■ **Goal of the exercise**: Transcribe each entry. Change nothing.

■ **Materials provided**:
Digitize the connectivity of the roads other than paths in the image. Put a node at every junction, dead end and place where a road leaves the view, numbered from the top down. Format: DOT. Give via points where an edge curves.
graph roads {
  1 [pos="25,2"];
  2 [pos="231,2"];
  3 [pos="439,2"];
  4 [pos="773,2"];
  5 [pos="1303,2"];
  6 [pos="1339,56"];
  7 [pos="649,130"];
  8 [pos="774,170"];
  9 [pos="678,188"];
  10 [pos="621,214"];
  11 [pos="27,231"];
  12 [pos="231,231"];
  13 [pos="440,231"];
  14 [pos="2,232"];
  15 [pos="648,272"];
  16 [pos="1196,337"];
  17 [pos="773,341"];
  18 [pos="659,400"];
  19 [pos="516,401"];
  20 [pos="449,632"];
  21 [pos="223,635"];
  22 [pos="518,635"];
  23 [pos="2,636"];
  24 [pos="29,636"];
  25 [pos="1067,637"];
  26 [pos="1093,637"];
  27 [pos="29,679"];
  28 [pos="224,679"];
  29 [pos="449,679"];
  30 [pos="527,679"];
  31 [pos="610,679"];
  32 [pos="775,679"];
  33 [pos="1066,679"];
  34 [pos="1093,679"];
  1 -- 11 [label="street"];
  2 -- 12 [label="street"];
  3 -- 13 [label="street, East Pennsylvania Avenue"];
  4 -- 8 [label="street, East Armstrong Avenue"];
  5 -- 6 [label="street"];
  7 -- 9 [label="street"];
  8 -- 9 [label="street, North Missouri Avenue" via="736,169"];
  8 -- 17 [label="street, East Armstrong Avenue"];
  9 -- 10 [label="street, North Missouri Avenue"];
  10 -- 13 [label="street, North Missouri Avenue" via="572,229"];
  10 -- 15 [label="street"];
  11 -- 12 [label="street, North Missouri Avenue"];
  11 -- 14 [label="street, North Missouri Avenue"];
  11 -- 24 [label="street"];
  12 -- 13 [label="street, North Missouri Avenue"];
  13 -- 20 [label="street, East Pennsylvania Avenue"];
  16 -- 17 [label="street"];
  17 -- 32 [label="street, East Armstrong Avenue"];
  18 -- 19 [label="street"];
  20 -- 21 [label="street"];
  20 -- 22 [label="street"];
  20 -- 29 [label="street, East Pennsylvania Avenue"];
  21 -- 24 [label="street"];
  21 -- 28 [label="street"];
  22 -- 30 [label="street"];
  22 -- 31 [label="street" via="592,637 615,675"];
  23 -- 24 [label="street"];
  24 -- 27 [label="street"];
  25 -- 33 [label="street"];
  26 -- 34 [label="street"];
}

■ **Answer for the task**:
Digitize the connectivity of the roads other than paths in the image. Put a node at every junction, dead end and place where a road leaves the view, numbered from the top down. Format: DOT. Give via points where an edge curves.
graph roads {
  1 [pos="25,2"];
  2 [pos="231,2"];
  3 [pos="439,2"];
  4 [pos="773,2"];
  5 [pos="1303,2"];
  6 [pos="1339,56"];
  7 [pos="649,130"];
  8 [pos="774,170"];
  9 [pos="678,188"];
  10 [pos="621,214"];
  11 [pos="27,231"];
  12 [pos="231,231"];
  13 [pos="440,231"];
  14 [pos="2,232"];
  15 [pos="648,272"];
  16 [pos="1196,337"];
  17 [pos="773,341"];
  18 [pos="659,400"];
  19 [pos="516,401"];
  20 [pos="449,632"];
  21 [pos="223,635"];
  22 [pos="518,635"];
  23 [pos="2,636"];
  24 [pos="29,636"];
  25 [pos="1067,637"];
  26 [pos="1093,637"];
  27 [pos="29,679"];
  28 [pos="224,679"];
  29 [pos="449,679"];
  30 [pos="527,679"];
  31 [pos="610,679"];
  32 [pos="775,679"];
  33 [pos="1066,679"];
  34 [pos="1093,679"];
  1 -- 11 [label="street"];
  2 -- 12 [label="street"];
  3 -- 13 [label="street, East Pennsylvania Avenue"];
  4 -- 8 [label="street, East Armstrong Avenue"];
  5 -- 6 [label="street"];
  7 -- 9 [label="street"];
  8 -- 9 [label="street, North Missouri Avenue" via="736,169"];
  8 -- 17 [label="street, East Armstrong Avenue"];
  9 -- 10 [label="street, North Missouri Avenue"];
  10 -- 13 [label="street, North Missouri Avenue" via="572,229"];
  10 -- 15 [label="street"];
  11 -- 12 [label="street, North Missouri Avenue"];
  11 -- 14 [label="street, North Missouri Avenue"];
  11 -- 24 [label="street"];
  12 -- 13 [label="street, North Missouri Avenue"];
  13 -- 20 [label="street, East Pennsylvania Avenue"];
  16 -- 17 [label="street"];
  17 -- 32 [label="street, East Armstrong Avenue"];
  18 -- 19 [label="street"];
  20 -- 21 [label="street"];
  20 -- 22 [label="street"];
  20 -- 29 [label="street, East Pennsylvania Avenue"];
  21 -- 24 [label="street"];
  21 -- 28 [label="street"];
  22 -- 30 [label="street"];
  22 -- 31 [label="street" via="592,637 615,675"];
  23 -- 24 [label="street"];
  24 -- 27 [label="street"];
  25 -- 33 [label="street"];
  26 -- 34 [label="street"];
}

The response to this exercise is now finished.